AWS — Deploying Rabbitmq cluster on EKS

Sumanth Reddy
3 min readJan 18, 2021

Amazon Elastic Kubernetes Service (Amazon EKS) is a managed service that you can use to run Kubernetes on AWS without needing to install, operate, and maintain your own Kubernetes control plane or nodes.

EKS gives you a fully managed, highly available control plane(Kubernetes API servers and the etcd persistence layer).

For data plane, you have option to either use

  1. Self managed nodes — EC2 worker nodes and other related resources you create and maintain in your own account. Billed for all the resources which you create.
  2. Managed node groups — All resources are created same like above in your account but AWS creates them for you. You need to maintain it though like patching the OS etc.
  3. AWS Fargate — This is the container service managed by AWS and now provides ability to deploy pods to this service. This is not like EC2 instance and resources are not created in your account. You only pay for per pod usage(like cpu and memory). Nothing to manage like OS patching etc.

More about available compute options here- https://docs.aws.amazon.com/eks/latest/userguide/eks-compute.html

For this example, we are going with Managed node groups. The quickest and easiest way to start with EKS is using eksctl. From docs:

eksctl is a simple CLI tool for creating clusters on EKS - Amazon's new managed Kubernetes service for EC2. It is written in Go, uses CloudFormation, was created by Weaveworks and it welcomes contributions from the community.

There are two primary ways to create cluster using eksctl.

  1. Using eksctl cli. Easiest and fastest but difficult to provide all minute details especially when using node groups. If you want to go with Fargate, this is best option.
  2. Using cluster.yaml file which describes all the details. Schema at https://eksctl.io/usage/schema/ and config examples at https://github.com/weaveworks/eksctl/tree/master/examples

Even though it’s easier to create custom config for node groups in cluster.yaml, for simplicity we will go with eksctl cli.

1. Cluster creation

Let’s create cluster with below command. We will create node groups later.

eksctl create cluster \
— name eks-test \
— version 1.18 \
— with-oidc \
— without-nodegroup

After successful completion of above command, your kubeconfig is stored at default location ~/.kube/config. oidc(OpenID connect) is useful for authentication. For example in use case like assigning iam role to kubernetes service accounts as described here.

Next let’s create managed node group using below command. The <SSH_KEY> can either be path on your machine to public key or the existing ssh key pair in your AWS region.

eksctl create nodegroup \
— cluster eks-test \
— region us-west-1 \
— name eks-ng \
— node-type t2.micro \
— nodes 3 \
— nodes-min 2 \
— nodes-max 4 \
— ssh-access \
— ssh-public-key <SSH_KEY> \
— managed

This would create EKS cluster with a managed node group of 3 nodes.

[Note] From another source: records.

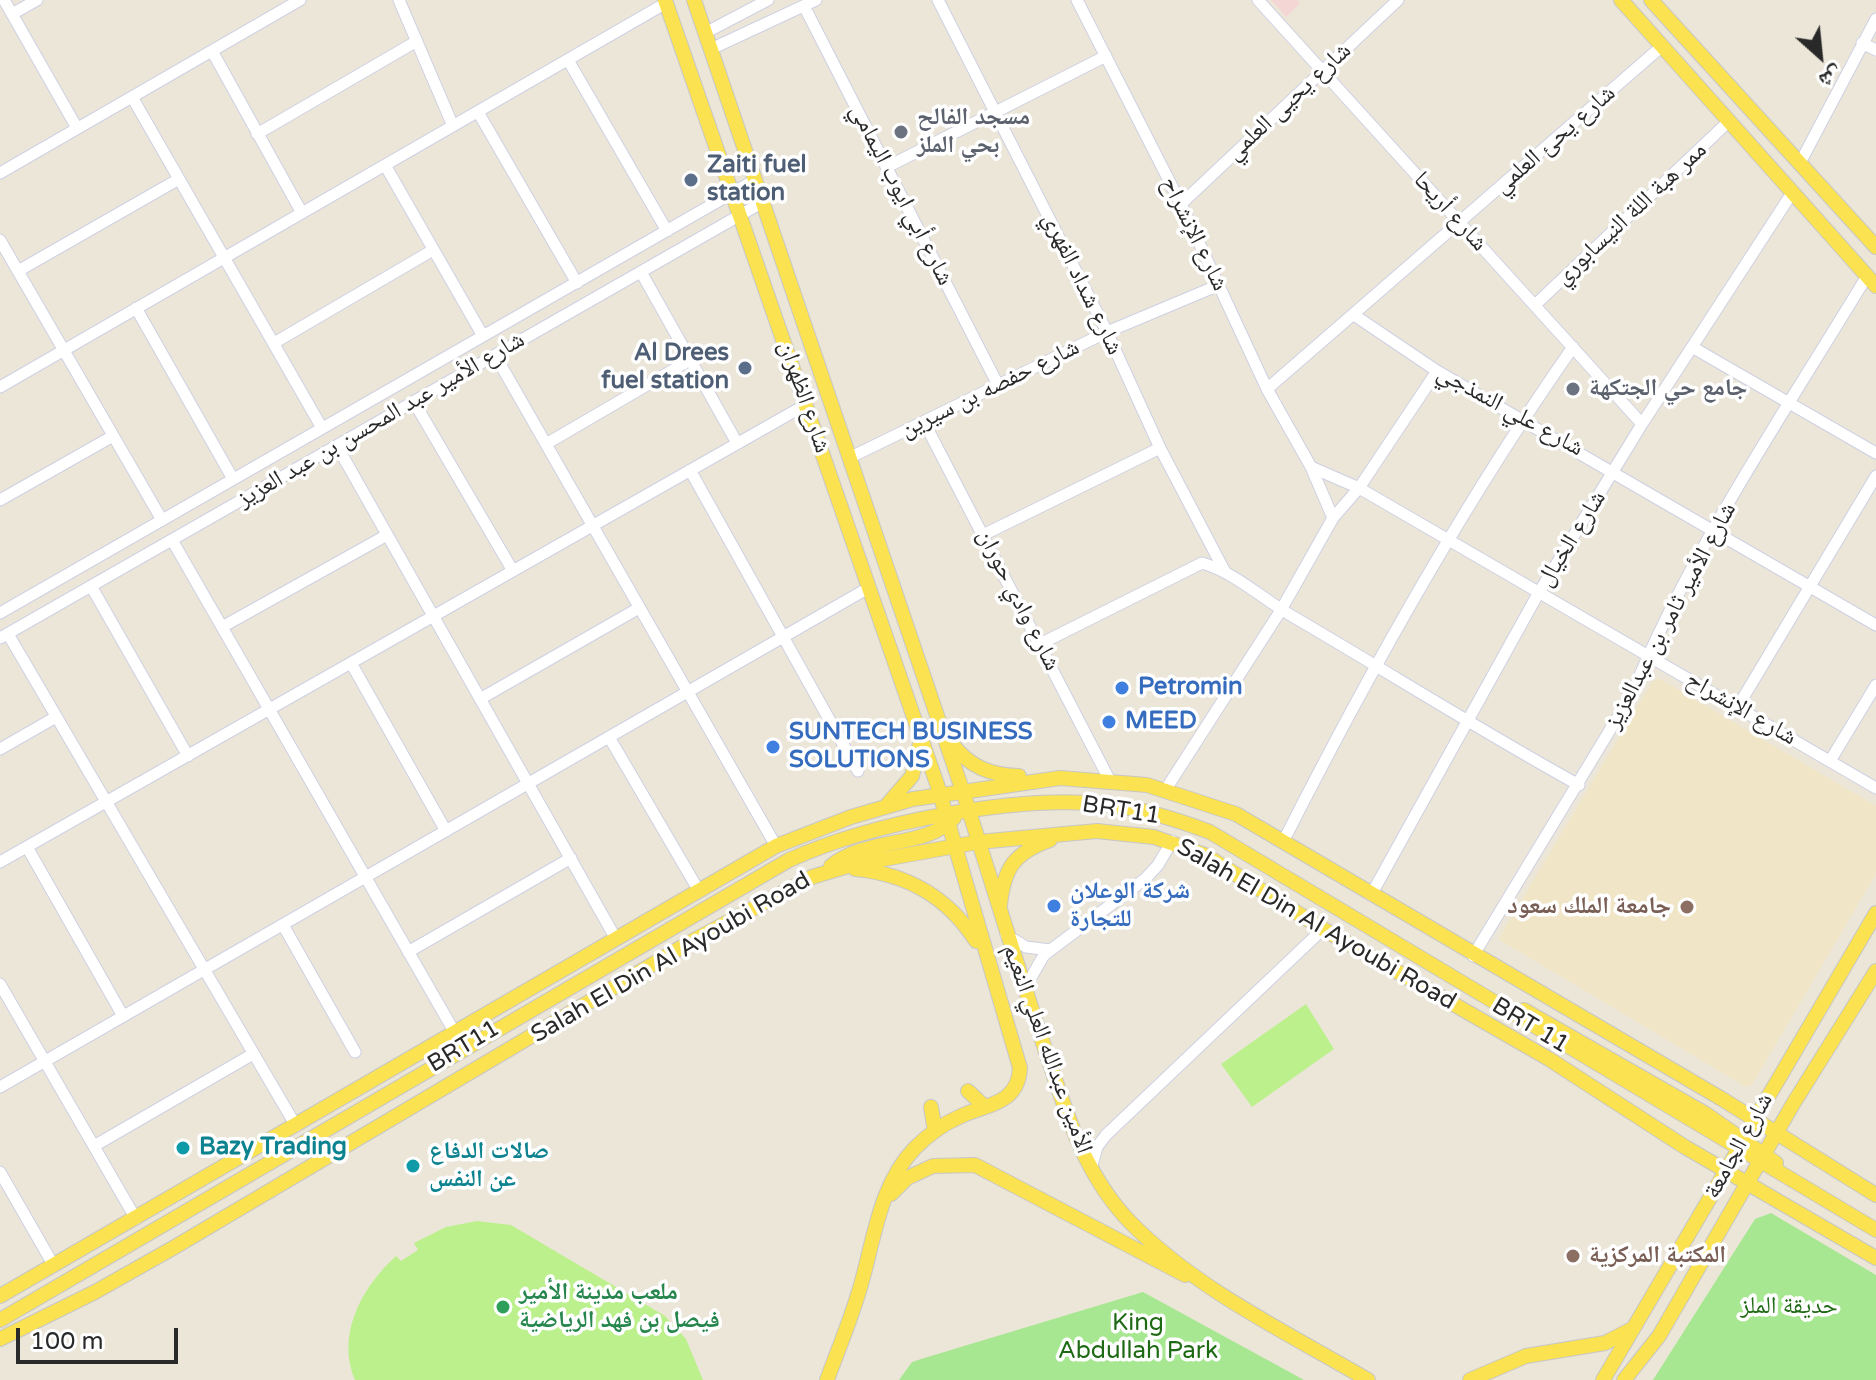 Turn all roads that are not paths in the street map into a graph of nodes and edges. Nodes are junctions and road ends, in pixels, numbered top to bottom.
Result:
1 (4, 0) edge
2 (37, 0) edge
3 (300, 0) edge
4 (399, 0) edge
5 (694, 0) edge
6 (768, 0) edge
7 (816, 0) edge
8 (938, 0) edge
9 (1077, 0) edge
10 (1258, 0) edge
11 (1398, 0) edge
12 (1621, 0) edge
13 (1651, 0) edge
14 (666, 2) edge
15 (804, 6) junction
16 (12, 14) junction
17 (1876, 19) edge
18 (705, 33) junction
19 (417, 41) junction
20 (1862, 43) junction
21 (1661, 47) junction
22 (711, 49) junction
23 (1876, 50) edge
24 (212, 51) junction
25 (1106, 56) junction
26 (568, 60) junction
27 (1324, 69) junction
28 (132, 97) junction
29 (478, 112) junction
30 (997, 113) junction
31 (1727, 123) junction
32 (453, 126) junction
33 (77, 128) junction
34 (257, 134) junction
35 (1800, 163) junction
36 (385, 165) junction
37 (887, 167) junction
38 (0, 173) edge
39 (179, 179) junction
40 (755, 180) junction
41 (1792, 193) junction
42 (732, 194) junction
43 (763, 202) junction
44 (1181, 204) junction
45 (302, 213) junction
46 (739, 216) junction
47 (1459, 223) junction
48 (667, 231) junction
49 (0, 240) edge
50 (1876, 247) edge
51 (433, 250) junction
52 (224, 257) junction
53 (18, 271) junction
54 (641, 272) junction
55 (1872, 281) edge
56 (577, 283) junction
57 (1219, 285) junction
58 (1535, 305) junction
59 (136, 308) junction
60 (1354, 315) junction
61 (1107, 332) junction
62 (483, 336) junction
63 (274, 343) junction
64 (1573, 347) junction
65 (1692, 347) junction
66 (64, 350) junction
67 (495, 355) junction
68 (690, 360) junction
69 (1437, 371) junction
70 (998, 385) junction
71 (0, 387) edge
72 (1267, 389) junction
73 (414, 402) junction
74 (807, 404) junction
75 (1790, 404) junction
76 (1523, 418) junction
77 (924, 422) junction
78 (1642, 424) junction
79 (322, 428) junction
80 (113, 436) junction
81 (737, 443) junction
82 (546, 444) junction
83 (337, 446) junction
84 (1160, 448) junction
85 (1876, 453) edge
86 (851, 457) junction
87 (1311, 467) junction
88 (690, 470) junction
89 (1615, 471) junction
90 (1876, 476) edge
91 (233, 479) junction
92 (1359, 488) junction
93 (0, 500) edge
94 (1333, 518) junction
95 (162, 520) junction
96 (592, 525) junction
97 (1715, 531) junction
98 (985, 534) junction
99 (387, 535) junction
100 (172, 540) junction
101 (1448, 541) junction
102 (1224, 570) junction
103 (513, 571) junction
104 (1807, 585) junction
105 (91, 586) junction
106 (870, 587) junction
107 (1538, 594) junction
108 (639, 608) junction
109 (1281, 610) junction
110 (0, 613) edge
111 (433, 616) junction
112 (1876, 625) edge
113 (222, 627) junction
114 (4, 636) edge
115 (783, 638) junction
116 (1040, 644) junction
117 (1648, 656) junction
118 (351, 663) junction
119 (1376, 665) junction
120 (1876, 685) edge
121 (688, 692) junction
122 (480, 699) junction
123 (1737, 708) junction
124 (269, 709) junction
125 (56, 717) junction
126 (1464, 722) junction
127 (944, 734) junction
128 (921, 736) junction
129 (609, 737) junction
130 (0, 749) edge
131 (188, 756) junction
132 (1830, 761) junction
133 (858, 771) dead end
134 (1060, 778) junction
135 (1109, 779) junction
136 (528, 784) junction
137 (1579, 785) junction
138 (1876, 788) edge
139 (1166, 789) junction
140 (963, 792) junction
141 (940, 794) junction
142 (106, 802) junction
143 (885, 806) junction
144 (955, 817) junction
145 (446, 831) junction
146 (1070, 833) junction
147 (1172, 841) junction
148 (978, 842) junction
149 (1283, 842) junction
150 (776, 846) junction
151 (953, 846) junction
152 (27, 847) junction
153 (571, 858) junction
154 (0, 862) edge
155 (832, 870) junction
156 (365, 877) junction
157 (699, 891) junction
158 (1371, 895) junction
159 (1876, 913) edge
160 (999, 914) junction
161 (283, 925) junction
162 (1323, 929) junction
163 (1006, 935) junction
164 (1387, 935) joint
165 (616, 939) junction
166 (1050, 950) junction
167 (408, 952) junction
168 (986, 956) junction
169 (1473, 956) junction
170 (205, 969) junction
171 (1876, 971) edge
172 (0, 984) edge
173 (1025, 989) junction
174 (123, 1016) junction
175 (455, 1033) junction
176 (355, 1052) dead end
177 (253, 1054) junction
178 (45, 1061) junction
179 (0, 1087) edge
180 (968, 1091) dead end
181 (931, 1107) dead end
182 (985, 1107) junction
183 (1754, 1120) junction
184 (296, 1126) junction
185 (935, 1131) junction
186 (1073, 1131) junction
187 (1777, 1133) junction
188 (1106, 1135) junction
189 (1741, 1144) junction
190 (94, 1146) junction
191 (1762, 1159) junction
192 (1091, 1169) junction
193 (1727, 1171) junction
194 (0, 1172) edge
195 (1749, 1185) junction
196 (1876, 1194) edge
197 (881, 1210) junction
198 (136, 1219) junction
199 (1876, 1223) edge
200 (1876, 1230) edge
201 (1876, 1258) edge
202 (54, 1266) junction
203 (0, 1296) edge
204 (1228, 1297) junction
205 (0, 1320) edge
206 (1634, 1327) junction
207 (0, 1339) edge
208 (1651, 1347) junction
209 (827, 1380) edge
210 (1368, 1380) edge
211 (1470, 1380) edge
212 (1603, 1380) edge
213 (1624, 1380) edge
214 (1633, 1380) edge

1 - 16 street
2 - 16 street
3 - 24 street
4 - 19 street
5 - 18 main road, شارع الظهران
6 - 18 street
7 - 15 street
8 - 30 street, شارع شداد الفهري
9 - 25 street, شارع الإنشراح
10 - 27 street, شارع أريحا
11 - 27 street, شارع يحيى العلمي
12 - 21 main road
13 - 35 main road
14 - 26 street
14 - 42 main road, شارع الظهران
15 - 22 street
15 - 37 street, شارع أبي ايوب اليمامي
16 - 33 street
17 - 20 street
18 - 22 main road, شارع الظهران
19 - 32 street
19 - 34 street
20 - 23 street
20 - 35 street
21 - 31 main road
21 - 47 street, شارع يحئ العلمي
22 - 40 main road, شارع الظهران
24 - 28 street
24 - 34 street
25 - 30 street
25 - 44 street, شارع الإنشراح
26 - 29 street
26 - 48 street
27 - 44 street, شارع يحيى العلمي
27 - 47 street, شارع أريحا
28 - 33 street
28 - 39 street
29 - 32 street
29 - 56 street
30 - 37 street
30 - 61 street, شارع شداد الفهري
31 - 41 main road
31 - 58 street, ممر هبة اللة النيسابوري
32 - 36 street
33 - 38 street
34 - 45 street
35 - 50 main road
36 - 45 street
36 - 51 street
37 - 70 street, شارع أبي ايوب اليمامي
39 - 52 street
39 - 53 street
40 - 42 street, شارع الأمير عبد المحسن بن عبد العزيز
40 - 43 main road, شارع الظهران
41 - 55 main road
41 - 65 street, شارع الخيال
42 - 46 main road, شارع الظهران
42 - 48 street, شارع الأمير عبد المحسن بن عبد العزيز
43 - 46 street, شارع الأمير عبد المحسن بن عبد العزيز
43 - 86 main road, شارع الظهران
44 - 57 street, شارع الإنشراح
45 - 52 street
46 - 54 street, شارع الأمير عبد المحسن بن عبد العزيز
46 - 74 main road, شارع الظهران
47 - 58 street, شارع أريحا
47 - 60 street, شارع يحئ العلمي
48 - 56 street, شارع الأمير عبد المحسن بن عبد العزيز
49 - 53 street
51 - 62 street
51 - 63 street
52 - 59 street
52 - 63 street
53 - 66 street
54 - 67 street, شارع الأمير عبد المحسن بن عبد العزيز
54 - 68 street
55 - 75 street, شارع الأمير ثامر بن عبدالعزيز
56 - 62 street, شارع الأمير عبد المحسن بن عبد العزيز
57 - 61 street, شارع حفصه بن سيرين
57 - 72 street, شارع الإنشراح
58 - 64 street, شارع أريحا
59 - 66 street
59 - 91 street
60 - 69 street, شارع علي النمذجي
60 - 72 street, شارع يحئ العلمي
61 - 70 street, شارع حفصه بن سيرين
61 - 84 street, شارع شداد الفهري
62 - 79 street, شارع الأمير عبد المحسن بن عبد العزيز
63 - 79 street
64 - 76 street
64 - 78 street, شارع أريحا
65 - 75 street
65 - 78 street, شارع الخيال
66 - 71 street
66 - 80 street
67 - 73 street, شارع الأمير عبد المحسن بن عبد العزيز
67 - 82 street
68 - 81 street
68 - 82 street
69 - 76 street, شارع علي النمذجي
69 - 92 street
70 - 77 street, شارع حفصه بن سيرين
72 - 87 street, شارع الإنشراح
73 - 83 street, شارع الأمير عبد المحسن بن عبد العزيز
73 - 103 street
74 - 81 street
74 - 106 main road, شارع الظهران
75 - 85 street
75 - 97 street, شارع الأمير ثامر بن عبدالعزيز
76 - 89 street, شارع علي النمذجي
76 - 101 street
77 - 86 street, شارع حفصه بن سيرين
77 - 98 street, شارع وادي حوران
78 - 89 street, شارع الخيال
79 - 91 street, شارع الأمير عبد المحسن بن عبد العزيز
80 - 93 street
80 - 95 street
81 - 88 street
82 - 96 street
83 - 99 street
83 - 100 street, شارع الأمير عبد المحسن بن عبد العزيز
84 - 98 street
84 - 102 street, شارع شداد الفهري
86 - 127 main road, شارع الظهران
87 - 92 street, شارع الإنشراح
87 - 94 street, شارع الإنشراح
88 - 96 street
88 - 115 street
89 - 97 street, شارع علي النمذجي
89 - 107 street, شارع الخيال
90 - 104 street
91 - 95 street, شارع الأمير عبد المحسن بن عبد العزيز
92 - 94 street
92 - 101 street, شارع الإنشراح
94 - 109 street
95 - 110 street, شارع الأمير عبد المحسن بن عبد العزيز
96 - 103 street
96 - 108 street
97 - 104 street, شارع علي النمذجي
97 - 117 street, شارع الأمير ثامر بن عبدالعزيز
98 - 116 street, شارع وادي حوران
99 - 111 street
99 - 113 street
100 - 105 street, شارع الأمير عبد المحسن بن عبد العزيز
100 - 113 street
101 - 107 street, شارع الإنشراح
101 - 119 street
102 - 109 street, شارع شداد الفهري
102 - 116 street, شارع شداد الفهري
103 - 111 street
104 - 112 street, شارع علي النمذجي
104 - 123 street
105 - 114 street, شارع الأمير عبد المحسن بن عبد العزيز
105 - 131 street
106 - 115 street
106 - 128 main road, شارع الظهران
107 - 117 street, شارع الإنشراح
107 - 126 street, شارع الخيال
108 - 121 street
108 - 122 street
109 - 119 street, شارع شداد الفهري
109 - 139 street
111 - 118 street
111 - 122 street
113 - 124 street
114 - 125 street
115 - 121 street
115 - 133 street
116 - 135 street, شارع وادي حوران
117 - 123 street, شارع الإنشراح
117 - 137 street, شارع الأمير ثامر بن عبدالعزيز
118 - 124 street
118 - 145 street
119 - 126 street, شارع شداد الفهري
119 - 149 street
120 - 132 street
121 - 129 street
121 - 150 street
122 - 136 street
123 - 132 street, شارع الإنشراح
124 - 131 street
124 - 156 street
125 - 130 street
125 - 142 street
126 - 137 street, شارع شداد الفهري
126 - 158 street, شارع الخيال
127 - 134 main road
127 - 140 main road, شارع الظهران
128 - 141 main road, شارع الظهران
128 - 143 main road
129 - 136 street
129 - 157 street
131 - 142 street
132 - 138 street, شارع الإنشراح
134 - 135 main road, Salah El Din Al Ayoubi Road
134 - 140 main road, Salah El Din Al Ayoubi Road
135 - 139 main road, Salah El Din Al Ayoubi Road
136 - 145 street
136 - 153 street
137 - 169 street, شارع الأمير ثامر بن عبدالعزيز
139 - 149 main road, Salah El Din Al Ayoubi Road
140 - 141 main road, Salah El Din Al Ayoubi Road
140 - 144 main road, شارع الظهران
141 - 143 main road, Salah El Din Al Ayoubi Road
141 - 144 main road, شارع الظهران
142 - 152 street
142 - 170 street
143 - 150 main road, Salah El Din Al Ayoubi Road
144 - 148 main road, الأمين عبدالله العلي النعيم
144 - 151 main road
144 - 155 main road
144 - 164 main road, BRT11
144 - 205 main road, BRT11
145 - 156 street
146 - 147 main road, Salah El Din Al Ayoubi Road
146 - 148 main road, Salah El Din Al Ayoubi Road
146 - 160 main road
147 - 162 main road, Salah El Din Al Ayoubi Road
147 - 166 street
148 - 151 main road, Salah El Din Al Ayoubi Road
148 - 160 main road, الأمين عبدالله العلي النعيم
149 - 158 main road, Salah El Din Al Ayoubi Road
150 - 157 main road, Salah El Din Al Ayoubi Road
151 - 155 main road, Salah El Din Al Ayoubi Road
151 - 168 main road
152 - 154 street
152 - 174 street
153 - 165 street
153 - 167 street
155 - 168 main road
155 - 207 main road, Salah El Din Al Ayoubi Road
156 - 161 street
156 - 167 street
157 - 165 main road, Salah El Din Al Ayoubi Road
158 - 169 main road, Salah El Din Al Ayoubi Road
159 - 183 main road, شارع الجامعة
160 - 163 main road, الأمين عبدالله العلي النعيم
161 - 170 street
161 - 176 street
162 - 188 street
162 - 193 main road, Salah El Din Al Ayoubi Road
163 - 166 street
163 - 173 main road, الأمين عبدالله العلي النعيم
164 - 189 main road, BRT 11
165 - 175 main road, Salah El Din Al Ayoubi Road
166 - 173 street
167 - 175 street
168 - 182 main road
169 - 183 main road, Salah El Din Al Ayoubi Road
170 - 174 street
170 - 177 street
171 - 187 main road, شارع الجامعة
172 - 178 street
173 - 186 main road, الأمين عبدالله العلي النعيم
174 - 178 street
175 - 184 main road, Salah El Din Al Ayoubi Road
177 - 184 street
177 - 190 street
178 - 179 street
178 - 190 street
180 - 182 main road
181 - 185 main road
182 - 185 main road
183 - 187 main road, Salah El Din Al Ayoubi Road
183 - 189 main road, شارع الجامعة
184 - 198 main road, Salah El Din Al Ayoubi Road
185 - 197 main road
186 - 188 street
186 - 192 main road, الأمين عبدالله العلي النعيم
187 - 191 main road, شارع الجامعة
187 - 196 main road, Salah El Din Al Ayoubi Road
188 - 192 street
189 - 191 main road, BRT 11
189 - 193 main road, شارع الجامعة
190 - 198 street
191 - 195 main road, شارع الجامعة
191 - 199 main road, BRT 11
191 - 200 main road, BRT 11
192 - 204 main road, الأمين عبدالله العلي النعيم
193 - 195 main road, Salah El Din Al Ayoubi Road
193 - 206 main road, شارع الجامعة
194 - 202 street
195 - 201 main road, Salah El Din Al Ayoubi Road
195 - 208 main road, شارع الجامعة
197 - 204 main road
197 - 209 main road
198 - 202 main road, Salah El Din Al Ayoubi Road
202 - 203 main road, Salah El Din Al Ayoubi Road
204 - 210 main road, الأمين عبدالله العلي النعيم
206 - 211 main road
206 - 212 main road, شارع الجامعة
208 - 213 main road, شارع الجامعة
208 - 214 main road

2. Nginx ingress controller

Deploy nginx ingress controller using below command taken from docs.

kubectl apply -f https://raw.githubusercontent.com/kubernetes/ingress-nginx/controller-v0.43.0/deploy/static/provider/aws/deploy.yaml

This provides you with normal http endpoint by launching a network load balancer in your region. See this if you need TLS termination as well, meaning https endpoints. Take note of lb url which will be used to access Rabbitmq UI in later steps.

3. Deploy RabbitMQ

Use manifests at https://github.com/sumanthkumarc/k8s-rabbitmq-clustered to deploy RabbitMQ.

The setup consists of statefulset with rabbitmq_peer_discovery_k8s plugin. The clustering requirements of RabbitMQ are at https://www.rabbitmq.com/clustering.html#cluster-formation-requirements

NOTE: The service.yaml has ingress resource which needs the lb url to be replaced in the hosts section.

You can now access the RabbitMQ UI at lb url.